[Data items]
Content starts

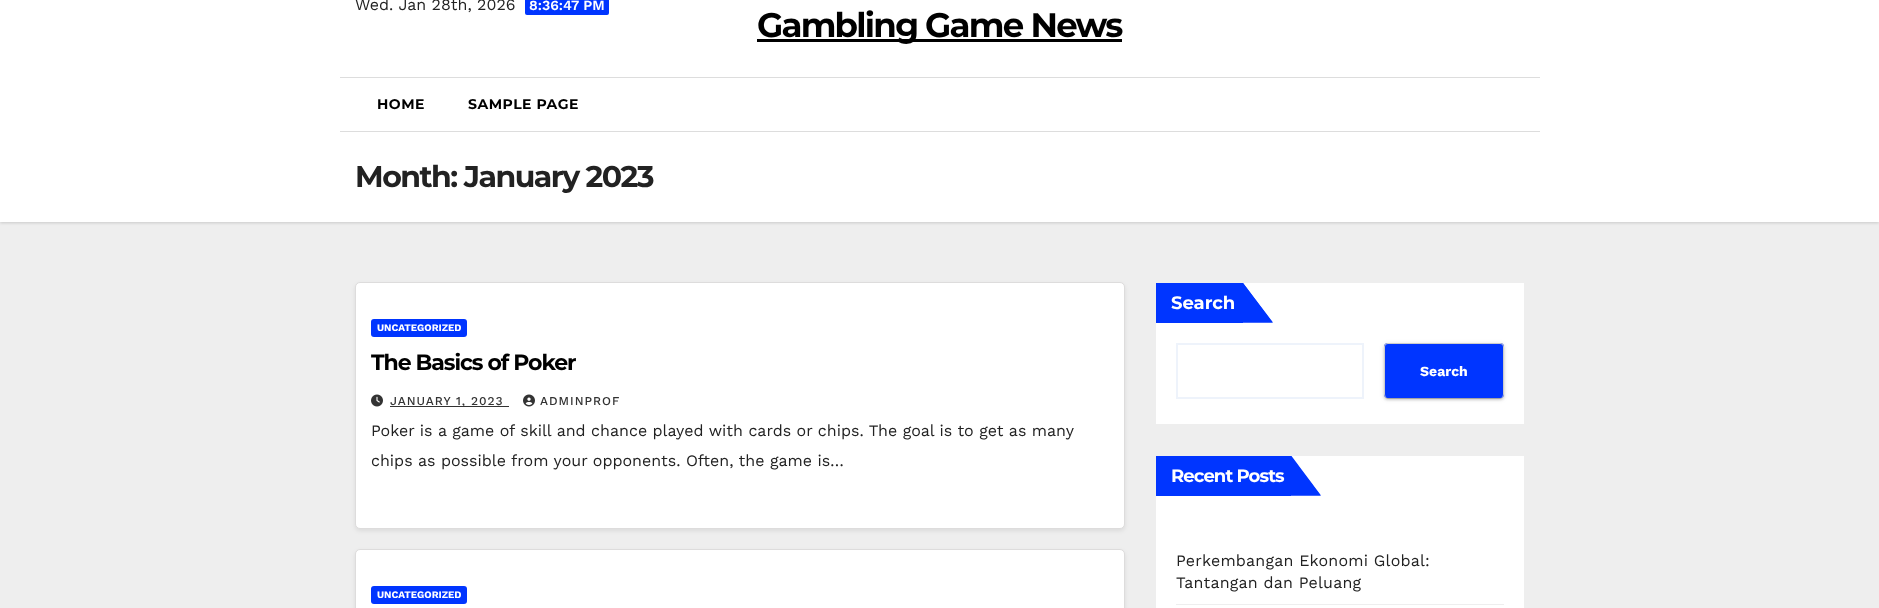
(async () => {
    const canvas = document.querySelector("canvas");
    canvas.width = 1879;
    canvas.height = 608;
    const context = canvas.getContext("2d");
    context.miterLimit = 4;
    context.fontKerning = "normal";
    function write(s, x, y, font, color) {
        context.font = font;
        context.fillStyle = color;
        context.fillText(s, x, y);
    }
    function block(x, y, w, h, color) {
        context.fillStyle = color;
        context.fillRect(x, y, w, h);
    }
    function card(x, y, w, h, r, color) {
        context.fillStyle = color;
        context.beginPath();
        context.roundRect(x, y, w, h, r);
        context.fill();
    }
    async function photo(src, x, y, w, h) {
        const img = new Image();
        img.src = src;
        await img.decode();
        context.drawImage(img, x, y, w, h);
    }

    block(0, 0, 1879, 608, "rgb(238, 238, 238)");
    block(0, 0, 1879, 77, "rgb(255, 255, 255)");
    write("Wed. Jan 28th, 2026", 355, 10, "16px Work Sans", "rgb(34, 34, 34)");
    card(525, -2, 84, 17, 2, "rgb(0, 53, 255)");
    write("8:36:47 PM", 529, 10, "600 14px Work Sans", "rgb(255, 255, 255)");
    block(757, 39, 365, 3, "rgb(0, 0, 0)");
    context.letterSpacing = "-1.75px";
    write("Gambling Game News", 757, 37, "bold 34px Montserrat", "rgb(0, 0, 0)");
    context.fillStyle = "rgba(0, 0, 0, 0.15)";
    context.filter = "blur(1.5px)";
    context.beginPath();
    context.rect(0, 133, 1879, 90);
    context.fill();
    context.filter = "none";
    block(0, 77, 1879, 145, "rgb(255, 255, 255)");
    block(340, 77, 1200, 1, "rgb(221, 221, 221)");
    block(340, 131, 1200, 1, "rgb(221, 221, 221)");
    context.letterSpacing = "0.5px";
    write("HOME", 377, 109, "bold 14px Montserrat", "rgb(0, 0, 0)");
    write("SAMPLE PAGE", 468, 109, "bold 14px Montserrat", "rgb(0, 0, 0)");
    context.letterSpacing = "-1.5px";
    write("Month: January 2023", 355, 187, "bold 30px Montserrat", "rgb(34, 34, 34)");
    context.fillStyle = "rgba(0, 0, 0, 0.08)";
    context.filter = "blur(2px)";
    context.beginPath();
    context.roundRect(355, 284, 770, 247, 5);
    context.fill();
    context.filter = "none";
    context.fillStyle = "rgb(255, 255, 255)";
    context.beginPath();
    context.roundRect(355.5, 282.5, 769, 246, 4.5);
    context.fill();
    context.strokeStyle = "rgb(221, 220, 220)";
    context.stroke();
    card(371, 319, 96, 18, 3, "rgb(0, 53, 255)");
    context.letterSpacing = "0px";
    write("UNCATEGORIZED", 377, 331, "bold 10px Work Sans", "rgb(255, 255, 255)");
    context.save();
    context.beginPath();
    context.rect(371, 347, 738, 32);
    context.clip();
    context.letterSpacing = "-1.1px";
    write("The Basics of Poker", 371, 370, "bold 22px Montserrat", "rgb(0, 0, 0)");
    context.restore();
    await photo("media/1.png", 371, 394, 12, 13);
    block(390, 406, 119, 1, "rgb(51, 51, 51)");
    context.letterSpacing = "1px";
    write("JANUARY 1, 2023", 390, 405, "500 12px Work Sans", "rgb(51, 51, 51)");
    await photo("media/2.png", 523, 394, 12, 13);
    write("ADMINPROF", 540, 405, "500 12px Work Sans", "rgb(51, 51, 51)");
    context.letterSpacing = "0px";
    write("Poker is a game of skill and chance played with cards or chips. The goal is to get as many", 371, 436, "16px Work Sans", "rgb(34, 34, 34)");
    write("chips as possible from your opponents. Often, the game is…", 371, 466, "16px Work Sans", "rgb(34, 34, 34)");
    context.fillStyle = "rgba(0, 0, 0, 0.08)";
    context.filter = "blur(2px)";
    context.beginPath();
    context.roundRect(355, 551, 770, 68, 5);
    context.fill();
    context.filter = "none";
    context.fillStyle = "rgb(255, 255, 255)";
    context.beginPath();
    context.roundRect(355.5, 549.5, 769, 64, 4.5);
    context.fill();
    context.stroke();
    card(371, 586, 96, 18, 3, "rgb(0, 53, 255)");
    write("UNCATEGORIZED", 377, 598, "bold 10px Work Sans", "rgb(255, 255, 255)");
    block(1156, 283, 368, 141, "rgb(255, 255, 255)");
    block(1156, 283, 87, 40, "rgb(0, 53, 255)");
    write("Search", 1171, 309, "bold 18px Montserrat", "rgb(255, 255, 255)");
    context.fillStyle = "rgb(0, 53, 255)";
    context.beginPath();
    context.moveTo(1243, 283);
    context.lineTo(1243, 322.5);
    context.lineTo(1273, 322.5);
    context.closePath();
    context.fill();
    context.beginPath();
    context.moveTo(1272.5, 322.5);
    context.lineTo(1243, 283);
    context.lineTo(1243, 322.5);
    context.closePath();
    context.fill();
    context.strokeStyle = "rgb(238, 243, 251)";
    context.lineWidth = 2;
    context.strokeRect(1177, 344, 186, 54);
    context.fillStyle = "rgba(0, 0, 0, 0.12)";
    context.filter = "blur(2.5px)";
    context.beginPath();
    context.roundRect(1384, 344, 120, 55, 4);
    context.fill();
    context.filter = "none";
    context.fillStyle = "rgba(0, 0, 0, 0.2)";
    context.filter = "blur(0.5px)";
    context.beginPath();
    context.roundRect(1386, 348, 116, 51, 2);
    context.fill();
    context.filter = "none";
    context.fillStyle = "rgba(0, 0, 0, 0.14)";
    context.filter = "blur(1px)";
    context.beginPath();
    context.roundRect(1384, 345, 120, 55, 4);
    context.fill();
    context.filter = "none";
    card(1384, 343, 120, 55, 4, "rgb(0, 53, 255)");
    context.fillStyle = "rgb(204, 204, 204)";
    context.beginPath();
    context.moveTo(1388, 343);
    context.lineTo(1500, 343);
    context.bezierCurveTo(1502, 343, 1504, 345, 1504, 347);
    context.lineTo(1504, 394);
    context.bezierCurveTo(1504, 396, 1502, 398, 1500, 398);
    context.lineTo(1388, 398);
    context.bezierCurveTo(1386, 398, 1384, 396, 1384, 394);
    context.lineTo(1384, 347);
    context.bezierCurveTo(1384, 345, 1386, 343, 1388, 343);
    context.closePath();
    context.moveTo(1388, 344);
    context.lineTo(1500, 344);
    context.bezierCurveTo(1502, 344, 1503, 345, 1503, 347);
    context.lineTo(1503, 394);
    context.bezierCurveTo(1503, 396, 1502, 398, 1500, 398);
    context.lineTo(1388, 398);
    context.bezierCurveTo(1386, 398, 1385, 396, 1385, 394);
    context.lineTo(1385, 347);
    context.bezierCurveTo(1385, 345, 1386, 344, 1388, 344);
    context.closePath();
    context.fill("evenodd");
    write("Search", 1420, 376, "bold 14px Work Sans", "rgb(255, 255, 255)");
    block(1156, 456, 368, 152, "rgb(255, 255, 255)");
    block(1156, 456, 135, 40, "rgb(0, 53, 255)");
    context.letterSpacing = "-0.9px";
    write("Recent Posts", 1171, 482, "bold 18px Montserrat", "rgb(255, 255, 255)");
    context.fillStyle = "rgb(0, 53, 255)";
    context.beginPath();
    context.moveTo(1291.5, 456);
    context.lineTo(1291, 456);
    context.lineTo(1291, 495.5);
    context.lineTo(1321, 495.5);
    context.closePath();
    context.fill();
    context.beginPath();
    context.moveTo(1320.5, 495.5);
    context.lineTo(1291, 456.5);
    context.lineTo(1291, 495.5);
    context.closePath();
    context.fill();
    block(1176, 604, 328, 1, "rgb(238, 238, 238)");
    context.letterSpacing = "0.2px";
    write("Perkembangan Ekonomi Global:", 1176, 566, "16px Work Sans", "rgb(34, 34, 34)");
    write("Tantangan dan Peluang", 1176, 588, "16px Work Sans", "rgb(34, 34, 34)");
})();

Content ends
Content starts

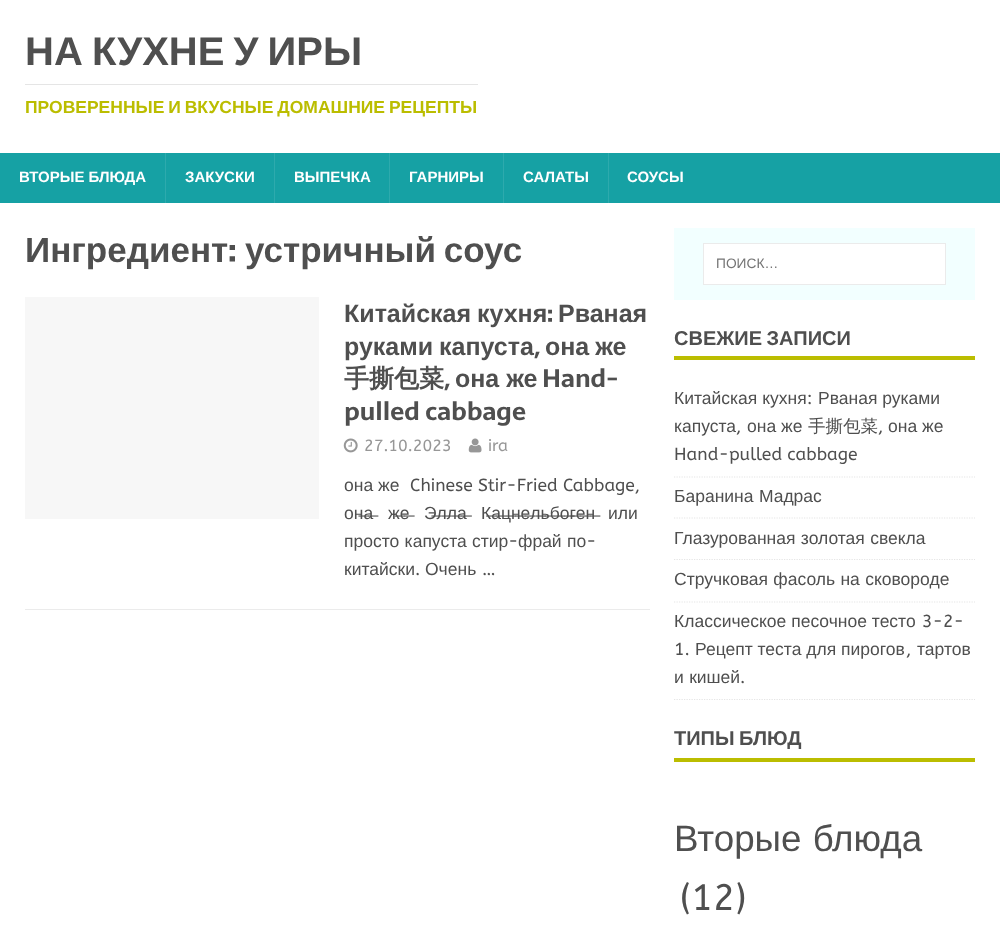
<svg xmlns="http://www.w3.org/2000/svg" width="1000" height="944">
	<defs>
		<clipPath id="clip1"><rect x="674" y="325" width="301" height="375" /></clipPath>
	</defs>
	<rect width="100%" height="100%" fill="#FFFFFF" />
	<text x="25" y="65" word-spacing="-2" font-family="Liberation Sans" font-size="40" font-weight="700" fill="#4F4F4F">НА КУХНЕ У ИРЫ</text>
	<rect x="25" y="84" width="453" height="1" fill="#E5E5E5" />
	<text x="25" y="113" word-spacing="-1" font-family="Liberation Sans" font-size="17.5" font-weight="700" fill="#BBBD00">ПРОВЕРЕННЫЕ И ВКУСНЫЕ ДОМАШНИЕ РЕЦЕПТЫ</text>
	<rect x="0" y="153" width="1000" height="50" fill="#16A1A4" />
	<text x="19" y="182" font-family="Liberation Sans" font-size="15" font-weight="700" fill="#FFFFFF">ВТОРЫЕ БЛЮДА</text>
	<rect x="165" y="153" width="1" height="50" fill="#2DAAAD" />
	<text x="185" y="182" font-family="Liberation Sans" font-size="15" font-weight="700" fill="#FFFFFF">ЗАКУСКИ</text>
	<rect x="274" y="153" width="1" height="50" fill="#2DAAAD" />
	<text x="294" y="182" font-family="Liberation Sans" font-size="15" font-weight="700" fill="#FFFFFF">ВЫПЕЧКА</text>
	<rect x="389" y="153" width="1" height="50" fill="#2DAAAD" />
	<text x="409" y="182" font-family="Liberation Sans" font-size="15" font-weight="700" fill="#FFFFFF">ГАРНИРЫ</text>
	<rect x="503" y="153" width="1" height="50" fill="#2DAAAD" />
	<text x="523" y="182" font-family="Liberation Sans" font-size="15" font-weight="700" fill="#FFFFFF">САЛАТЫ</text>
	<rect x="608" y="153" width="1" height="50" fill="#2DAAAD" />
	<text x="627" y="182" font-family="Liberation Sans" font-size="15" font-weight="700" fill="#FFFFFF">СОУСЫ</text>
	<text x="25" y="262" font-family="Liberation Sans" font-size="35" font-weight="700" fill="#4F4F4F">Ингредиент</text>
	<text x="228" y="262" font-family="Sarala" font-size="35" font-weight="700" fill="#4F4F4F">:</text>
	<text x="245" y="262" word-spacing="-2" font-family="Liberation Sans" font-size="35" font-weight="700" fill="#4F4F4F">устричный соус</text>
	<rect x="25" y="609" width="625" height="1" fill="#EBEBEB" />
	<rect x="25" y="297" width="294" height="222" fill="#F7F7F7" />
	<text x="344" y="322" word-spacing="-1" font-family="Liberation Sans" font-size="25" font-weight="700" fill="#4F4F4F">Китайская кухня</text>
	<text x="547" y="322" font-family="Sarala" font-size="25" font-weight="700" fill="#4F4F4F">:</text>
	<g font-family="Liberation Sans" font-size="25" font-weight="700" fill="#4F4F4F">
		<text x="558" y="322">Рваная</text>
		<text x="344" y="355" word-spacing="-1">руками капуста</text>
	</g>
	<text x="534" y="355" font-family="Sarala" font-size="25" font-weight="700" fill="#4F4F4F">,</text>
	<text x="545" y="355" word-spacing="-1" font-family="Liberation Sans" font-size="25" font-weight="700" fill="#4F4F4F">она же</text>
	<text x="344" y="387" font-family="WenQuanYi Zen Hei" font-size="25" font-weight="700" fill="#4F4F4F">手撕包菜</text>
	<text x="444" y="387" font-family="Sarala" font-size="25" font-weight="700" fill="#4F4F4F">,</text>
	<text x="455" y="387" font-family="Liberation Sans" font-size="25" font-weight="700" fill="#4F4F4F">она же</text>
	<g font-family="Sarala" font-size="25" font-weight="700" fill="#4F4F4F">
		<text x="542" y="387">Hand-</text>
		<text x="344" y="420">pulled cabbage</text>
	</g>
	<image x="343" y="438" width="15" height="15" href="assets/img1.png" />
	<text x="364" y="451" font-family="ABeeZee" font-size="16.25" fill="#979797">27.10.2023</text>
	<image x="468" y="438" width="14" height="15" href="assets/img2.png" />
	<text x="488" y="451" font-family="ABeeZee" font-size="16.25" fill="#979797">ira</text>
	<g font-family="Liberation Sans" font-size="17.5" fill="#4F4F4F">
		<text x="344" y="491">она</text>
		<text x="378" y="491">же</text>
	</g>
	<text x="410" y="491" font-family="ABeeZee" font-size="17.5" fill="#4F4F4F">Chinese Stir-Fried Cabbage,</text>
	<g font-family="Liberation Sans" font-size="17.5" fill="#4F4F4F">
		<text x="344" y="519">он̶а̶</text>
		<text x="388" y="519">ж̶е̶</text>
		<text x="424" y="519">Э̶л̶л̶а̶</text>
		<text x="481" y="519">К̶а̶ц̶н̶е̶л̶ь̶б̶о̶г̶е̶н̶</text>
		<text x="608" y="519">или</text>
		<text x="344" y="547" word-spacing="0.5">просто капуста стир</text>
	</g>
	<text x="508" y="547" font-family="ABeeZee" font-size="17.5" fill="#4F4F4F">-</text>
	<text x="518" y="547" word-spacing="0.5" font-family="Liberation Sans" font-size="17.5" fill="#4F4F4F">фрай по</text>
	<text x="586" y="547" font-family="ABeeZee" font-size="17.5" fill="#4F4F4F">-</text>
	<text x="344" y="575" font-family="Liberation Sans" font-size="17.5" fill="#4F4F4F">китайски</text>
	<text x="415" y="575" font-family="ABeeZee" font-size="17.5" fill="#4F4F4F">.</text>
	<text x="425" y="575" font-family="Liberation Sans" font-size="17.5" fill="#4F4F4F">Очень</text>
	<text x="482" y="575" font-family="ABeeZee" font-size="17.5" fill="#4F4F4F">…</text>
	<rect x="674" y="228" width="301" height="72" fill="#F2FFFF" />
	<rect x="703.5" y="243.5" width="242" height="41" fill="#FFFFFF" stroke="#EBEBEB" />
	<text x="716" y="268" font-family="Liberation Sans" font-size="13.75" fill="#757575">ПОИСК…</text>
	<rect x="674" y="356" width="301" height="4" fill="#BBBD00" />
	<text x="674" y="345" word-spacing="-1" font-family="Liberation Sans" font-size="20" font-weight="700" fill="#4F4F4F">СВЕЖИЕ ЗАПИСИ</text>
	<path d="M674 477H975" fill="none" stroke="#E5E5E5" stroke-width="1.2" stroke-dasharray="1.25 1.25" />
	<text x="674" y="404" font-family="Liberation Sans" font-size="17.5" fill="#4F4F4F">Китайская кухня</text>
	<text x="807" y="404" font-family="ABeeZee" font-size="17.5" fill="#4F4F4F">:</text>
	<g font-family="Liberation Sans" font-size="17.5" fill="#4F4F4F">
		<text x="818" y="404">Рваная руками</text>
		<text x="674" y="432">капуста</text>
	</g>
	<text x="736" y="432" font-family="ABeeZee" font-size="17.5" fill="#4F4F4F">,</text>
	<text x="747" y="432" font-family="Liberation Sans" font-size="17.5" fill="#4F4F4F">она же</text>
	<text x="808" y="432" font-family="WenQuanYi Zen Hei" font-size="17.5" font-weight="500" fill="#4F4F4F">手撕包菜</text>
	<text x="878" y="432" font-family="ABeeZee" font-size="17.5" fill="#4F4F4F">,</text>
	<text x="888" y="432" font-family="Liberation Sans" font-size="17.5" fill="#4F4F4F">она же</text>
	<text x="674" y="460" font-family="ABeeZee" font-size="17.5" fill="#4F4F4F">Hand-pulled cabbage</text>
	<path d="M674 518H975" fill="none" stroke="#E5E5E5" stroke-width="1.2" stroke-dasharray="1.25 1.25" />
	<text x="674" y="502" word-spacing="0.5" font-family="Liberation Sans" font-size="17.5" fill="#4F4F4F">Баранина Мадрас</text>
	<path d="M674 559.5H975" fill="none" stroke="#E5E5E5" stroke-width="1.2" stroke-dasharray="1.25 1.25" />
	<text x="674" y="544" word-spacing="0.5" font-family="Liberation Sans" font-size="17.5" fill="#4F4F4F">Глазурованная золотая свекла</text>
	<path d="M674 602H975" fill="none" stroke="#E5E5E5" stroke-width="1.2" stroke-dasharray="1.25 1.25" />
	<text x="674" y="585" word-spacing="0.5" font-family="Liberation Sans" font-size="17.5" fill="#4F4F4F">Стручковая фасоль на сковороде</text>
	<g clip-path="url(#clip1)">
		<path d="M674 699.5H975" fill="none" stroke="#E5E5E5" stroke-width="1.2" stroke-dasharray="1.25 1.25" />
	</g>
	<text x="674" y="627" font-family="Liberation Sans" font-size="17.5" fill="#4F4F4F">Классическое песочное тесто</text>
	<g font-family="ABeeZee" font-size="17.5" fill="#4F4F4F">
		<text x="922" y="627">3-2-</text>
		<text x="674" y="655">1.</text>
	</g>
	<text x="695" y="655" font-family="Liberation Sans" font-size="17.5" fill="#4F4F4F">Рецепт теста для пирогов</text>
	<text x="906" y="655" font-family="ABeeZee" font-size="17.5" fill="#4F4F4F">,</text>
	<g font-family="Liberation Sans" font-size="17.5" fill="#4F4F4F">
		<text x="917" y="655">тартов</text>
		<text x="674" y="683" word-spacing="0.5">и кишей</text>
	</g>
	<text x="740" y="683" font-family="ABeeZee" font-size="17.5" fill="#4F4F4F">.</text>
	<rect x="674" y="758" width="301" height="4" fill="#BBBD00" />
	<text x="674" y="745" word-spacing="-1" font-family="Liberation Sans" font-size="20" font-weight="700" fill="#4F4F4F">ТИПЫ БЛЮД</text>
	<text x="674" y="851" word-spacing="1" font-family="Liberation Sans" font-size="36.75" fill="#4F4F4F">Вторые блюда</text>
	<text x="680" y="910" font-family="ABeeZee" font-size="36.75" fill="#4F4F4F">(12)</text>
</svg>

Content ends

*Problem details*: Print, without alteration, only the lines above between the one holding "(async () =>" and the one holding "async function photo(src, x, y, w, h)", inclusive.

*Solution*:
(async () => {
    const canvas = document.querySelector("canvas");
    canvas.width = 1879;
    canvas.height = 608;
    const context = canvas.getContext("2d");
    context.miterLimit = 4;
    context.fontKerning = "normal";
    function write(s, x, y, font, color) {
        context.font = font;
        context.fillStyle = color;
        context.fillText(s, x, y);
    }
    function block(x, y, w, h, color) {
        context.fillStyle = color;
        context.fillRect(x, y, w, h);
    }
    function card(x, y, w, h, r, color) {
        context.fillStyle = color;
        context.beginPath();
        context.roundRect(x, y, w, h, r);
        context.fill();
    }
    async function photo(src, x, y, w, h) {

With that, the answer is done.